* [Work instructions] In how many lines of the records does the word "road" appear? Reply with the number and nothing else.

* [Material provided]
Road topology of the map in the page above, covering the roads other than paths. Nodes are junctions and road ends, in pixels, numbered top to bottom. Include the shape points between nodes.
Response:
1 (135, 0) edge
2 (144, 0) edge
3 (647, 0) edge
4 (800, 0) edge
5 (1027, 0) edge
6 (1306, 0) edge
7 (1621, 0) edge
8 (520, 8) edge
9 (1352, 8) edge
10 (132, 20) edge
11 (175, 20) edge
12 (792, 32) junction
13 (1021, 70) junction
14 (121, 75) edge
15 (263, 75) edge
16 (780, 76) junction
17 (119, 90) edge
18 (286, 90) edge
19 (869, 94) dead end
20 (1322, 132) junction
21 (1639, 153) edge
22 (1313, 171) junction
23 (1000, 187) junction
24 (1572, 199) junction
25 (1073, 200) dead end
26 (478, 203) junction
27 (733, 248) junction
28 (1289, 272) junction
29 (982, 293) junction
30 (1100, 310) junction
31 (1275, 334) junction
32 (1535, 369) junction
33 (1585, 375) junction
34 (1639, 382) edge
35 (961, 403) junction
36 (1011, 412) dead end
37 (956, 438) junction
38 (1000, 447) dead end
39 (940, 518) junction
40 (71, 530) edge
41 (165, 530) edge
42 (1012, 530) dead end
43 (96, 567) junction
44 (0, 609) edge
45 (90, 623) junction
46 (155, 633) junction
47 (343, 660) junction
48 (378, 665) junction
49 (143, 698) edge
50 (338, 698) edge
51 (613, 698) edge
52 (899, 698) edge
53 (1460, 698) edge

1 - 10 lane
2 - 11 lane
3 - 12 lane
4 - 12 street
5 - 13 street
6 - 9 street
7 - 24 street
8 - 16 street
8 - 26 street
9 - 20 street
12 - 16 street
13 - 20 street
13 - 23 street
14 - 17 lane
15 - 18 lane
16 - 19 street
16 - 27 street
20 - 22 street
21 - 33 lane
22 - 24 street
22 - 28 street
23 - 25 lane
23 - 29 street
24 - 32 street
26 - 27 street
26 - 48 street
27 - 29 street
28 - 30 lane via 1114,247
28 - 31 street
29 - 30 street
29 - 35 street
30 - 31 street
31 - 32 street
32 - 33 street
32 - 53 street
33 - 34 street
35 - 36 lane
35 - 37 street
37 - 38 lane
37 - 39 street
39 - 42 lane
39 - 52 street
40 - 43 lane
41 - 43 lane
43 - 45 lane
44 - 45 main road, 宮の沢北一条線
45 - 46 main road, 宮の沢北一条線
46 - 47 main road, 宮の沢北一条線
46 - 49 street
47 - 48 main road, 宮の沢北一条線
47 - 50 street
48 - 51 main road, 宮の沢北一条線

* [Written response] 6